Now Mr Kaker you say if you had held that ounce of gold since 1900 you would have lost a lot of money. I don't know how I've made it all these years but I know you are wrong on that account.
As you know 1900 was the year the US went on the gold standard until FDR made his thievery in 1933. That year they would have given you a nice 20 dollar gold certificate for your ounce of gold - and vice versa. You could trade the certificate for gold at the bank -- it was redeemable.
Now today that 20 dollar gold certifacte has some collector value -- I guess.
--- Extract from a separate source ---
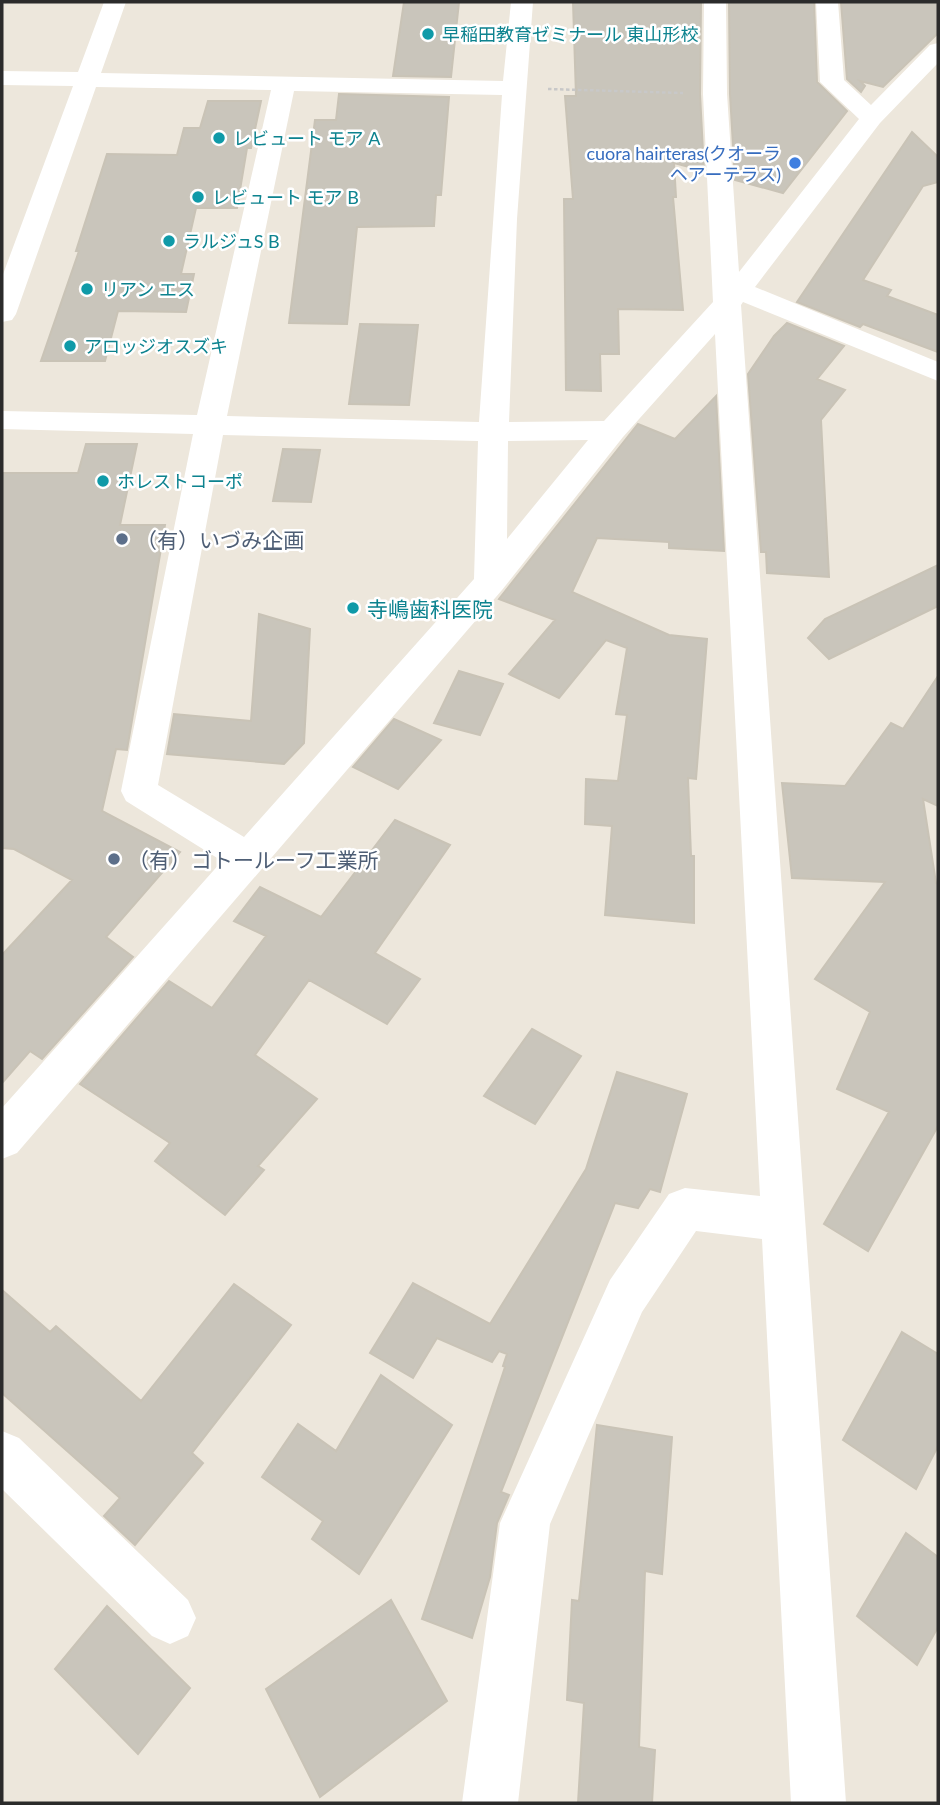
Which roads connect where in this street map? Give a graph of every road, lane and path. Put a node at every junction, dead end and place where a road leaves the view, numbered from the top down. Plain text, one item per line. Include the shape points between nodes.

I mean surely people collect such things. (I know in my youth there were still a bunch of the old timers holding the Confederate war bonds as souveniers.) But that ounce of gold goes for about 517 today.
And probably more tomorrow. In 1900 the right decision might have been to keep that ounce of gold and let the government keep their piece of paper.
When I was young a lot of people talked about gold. They just didn't have an Internet and do it with a computer.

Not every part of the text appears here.